Personal loans accounted for 79.2 percent of consumer credit, while retail loans made up 20.8 percent, highlighting Nigerians’ struggle with persistent inflation and declining purchasing power.
Retail loans rose by 3.6 percent to N794.79 billion as of January 2024.
An analysis of the latest monthly economic report posted on CBN’s website revealed that total consumer credit rose by 11.9 percent to N3.82 trillion in January 2024, mainly driven by the increase in personal loans amid heightened inflation. Year-on-year, this figure represented an increase of N1.41 trillion from N2.41 trillion recorded in January 2023.
The report stated: “Total consumer credit outstanding increased by 11.9 percent to N3.82 trillion in January 2024, driven mainly by the rise in personal loans amid heightened inflation. A breakdown of consumer credit revealed that personal loans increased by 14.3 percent to N3.028 trillion from N2.648 trillion in December 2023, while retail loans rose by 3.6 percent to N794.79 billion. Personal loans accounted for 79.2 percent of consumer credit, while retail loans accounted for 20.8 percent.

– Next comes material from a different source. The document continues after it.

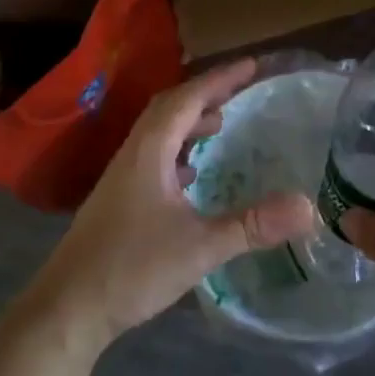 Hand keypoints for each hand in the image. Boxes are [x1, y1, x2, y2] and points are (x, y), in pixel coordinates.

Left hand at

However, consumer credit, as a share of total credit from ODCs, declined to 6.6 percent from 7.7 percent in the previous month.”The apex bank further stated that total credit extended to key sectors of the economy increased by N13.22 billion or 29.7 percent to N57.76 billion, compared with N44.54 billion in the preceding month.
“Total credit extended to key sectors of the economy by other depository corporations increased by 29.7 percent to N57.76 billion, compared with N44.536 billion in the preceding month.
The growth was driven by the sustained increase in credit to services (25.6 percent), industry (37.5 percent), and the agricultural sector (7.1 percent). A breakdown of sectoral credit indicated that the services sector remained dominant, accounting for 52.1 percent. Industry constituted 44.7 percent, while agriculture accounted for the balance of 3.2 percent,” the report added.
The headline inflation rate reached a 28-year high of 33.95 percent in May, forcing the apex bank to consecutively hike the interest rate to 26.25 percent.
Nigerians are grappling with deteriorating living standards and increased economic hardships following the implementation of sweeping economic reforms by the current administration.
As a result, the country is facing its worst economic crisis in decades, with skyrocketing inflation, a national currency in free fall, and millions of people struggling to buy food. This situation has forced many citizens to seek loans as an alternative to meet their basic needs.